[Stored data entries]
[Start of Attachment]
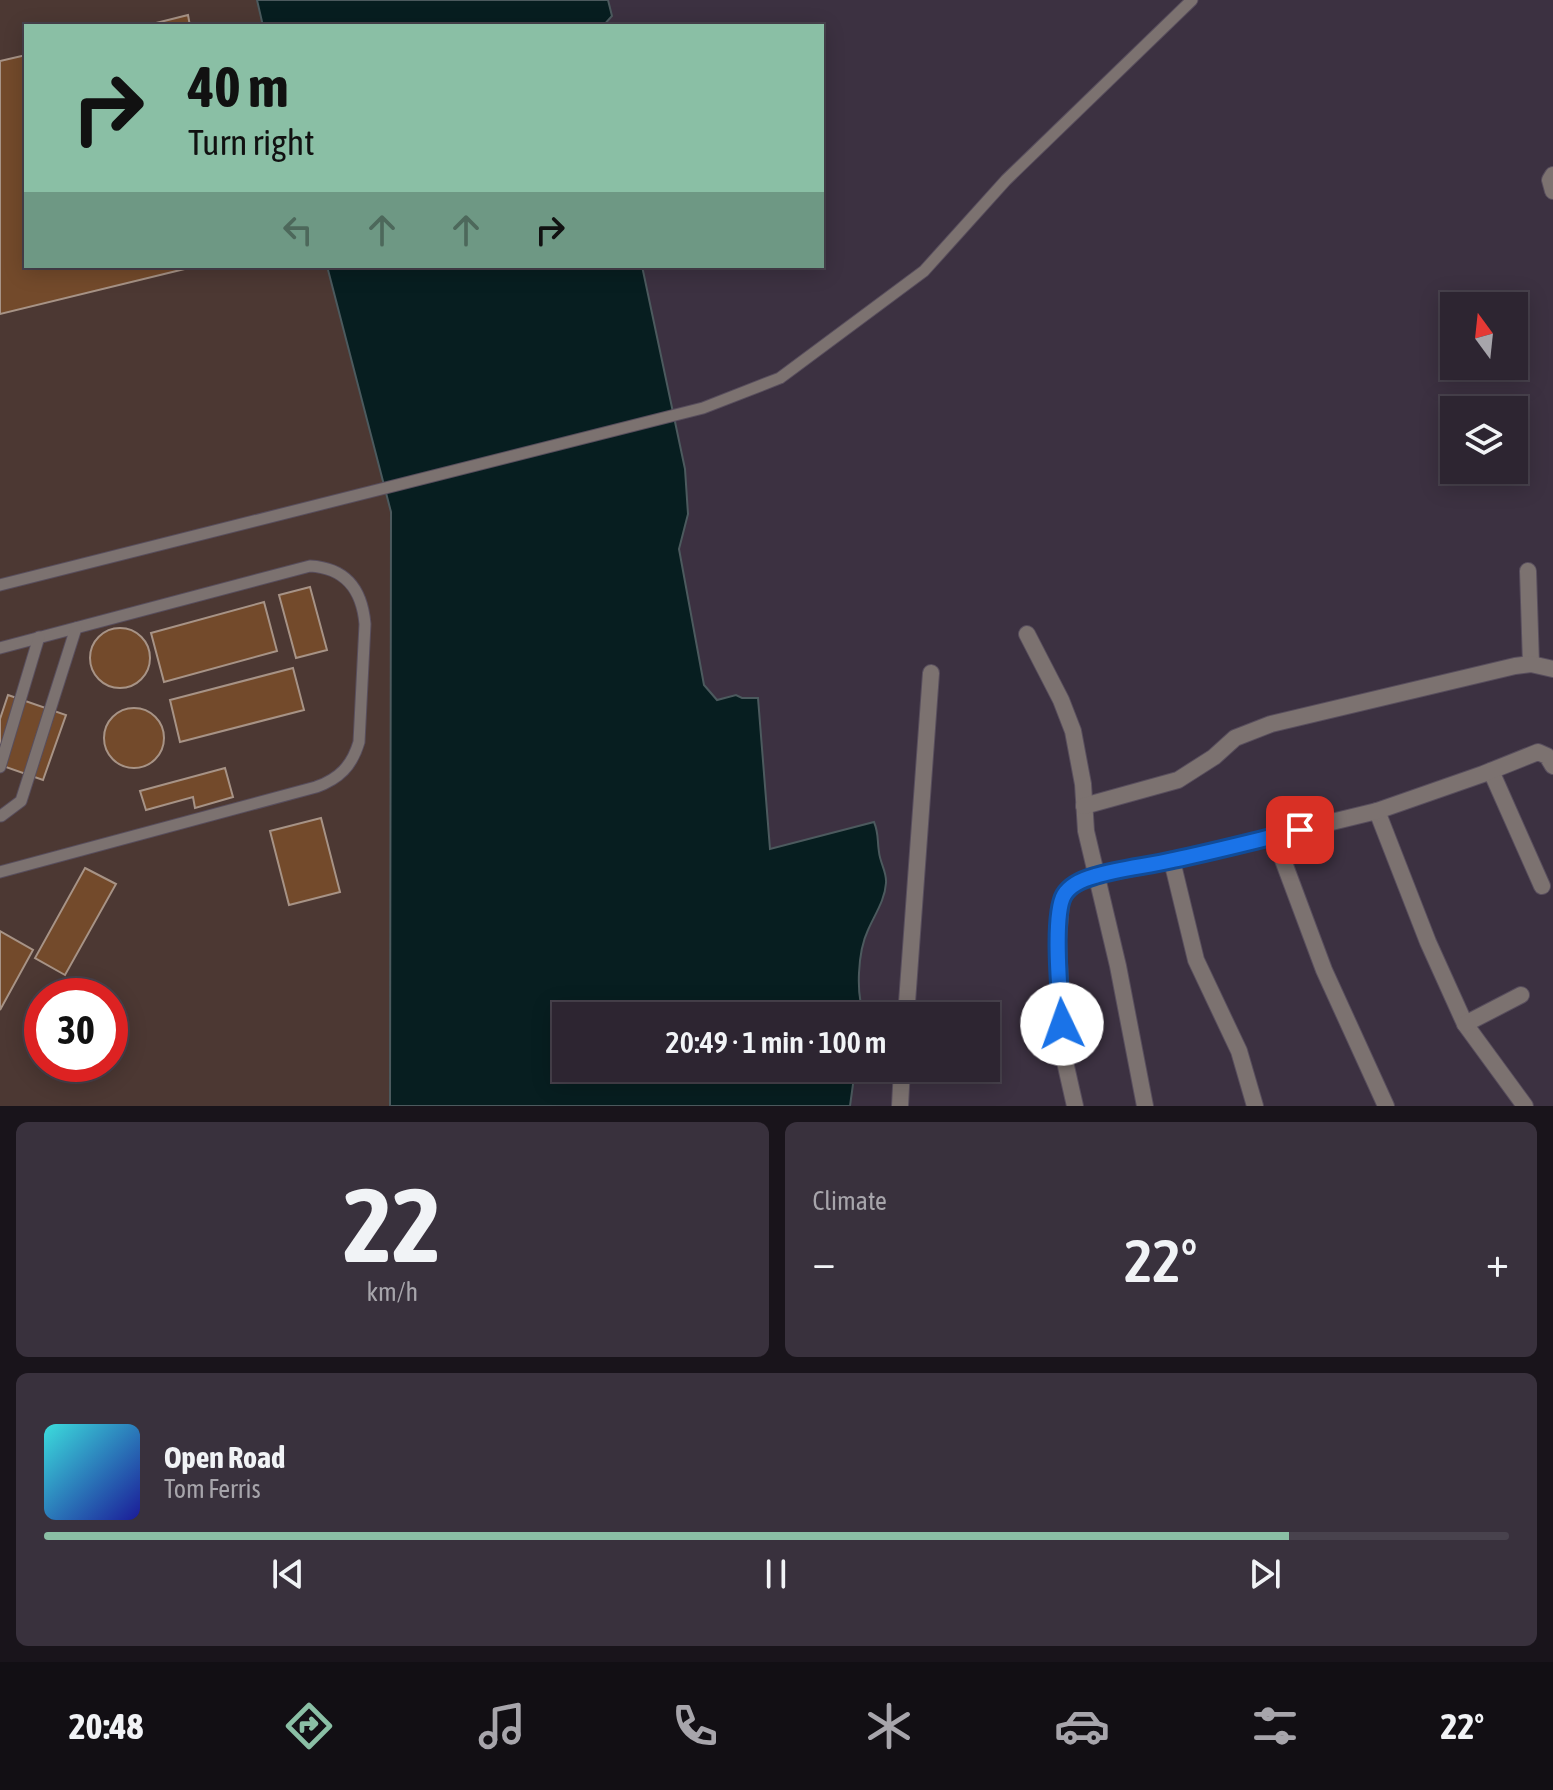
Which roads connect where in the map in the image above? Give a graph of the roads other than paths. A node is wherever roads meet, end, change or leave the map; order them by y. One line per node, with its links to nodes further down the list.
1 (1192, 0): 5 (lane)
2 (1553, 175): 3 (street)
3 (1553, 191)
4 (1528, 571): 10 (street)
5 (0, 585)
6 (76, 628): 8 (lane); 18 (lane); 21 (lane)
7 (1027, 634): 16 (street)
8 (39, 637): 9 (lane); 14 (lane)
9 (0, 648)
10 (1531, 664): 11 (street); 16 (street)
11 (1553, 669)
12 (931, 673): 25 (street)
13 (1553, 766): 15 (street)
14 (0, 767)
15 (1491, 771): 17 (street); 23 (street)
16 (1084, 806): 22 (street)
17 (1377, 811): 19 (street); 26 (street)
18 (0, 817)
19 (1274, 836): 20 (street); 32 (street)
20 (1172, 861): 22 (street); 31 (street)
21 (0, 872)
22 (1095, 875): 29 (street); 30 (street)
23 (1542, 886)
24 (1521, 995): 26 (street)
25 (907, 1002)
26 (1465, 1024): 33 (street)
27 (901, 1082): 28 (street)
28 (900, 1106)
29 (1075, 1106)
30 (1145, 1106)
31 (1255, 1106)
32 (1386, 1106)
33 (1525, 1106)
[End of Attachment]
• [What this task involves] Return each entry exactly as it stands above, apart from any images.

• [Solved exercise]
Which roads connect where in the map in the image above? Give a graph of the roads other than paths. A node is wherever roads meet, end, change or leave the map; order them by y. One line per node, with its links to nodes further down the list.
1 (1192, 0): 5 (lane)
2 (1553, 175): 3 (street)
3 (1553, 191)
4 (1528, 571): 10 (street)
5 (0, 585)
6 (76, 628): 8 (lane); 18 (lane); 21 (lane)
7 (1027, 634): 16 (street)
8 (39, 637): 9 (lane); 14 (lane)
9 (0, 648)
10 (1531, 664): 11 (street); 16 (street)
11 (1553, 669)
12 (931, 673): 25 (street)
13 (1553, 766): 15 (street)
14 (0, 767)
15 (1491, 771): 17 (street); 23 (street)
16 (1084, 806): 22 (street)
17 (1377, 811): 19 (street); 26 (street)
18 (0, 817)
19 (1274, 836): 20 (street); 32 (street)
20 (1172, 861): 22 (street); 31 (street)
21 (0, 872)
22 (1095, 875): 29 (street); 30 (street)
23 (1542, 886)
24 (1521, 995): 26 (street)
25 (907, 1002)
26 (1465, 1024): 33 (street)
27 (901, 1082): 28 (street)
28 (900, 1106)
29 (1075, 1106)
30 (1145, 1106)
31 (1255, 1106)
32 (1386, 1106)
33 (1525, 1106)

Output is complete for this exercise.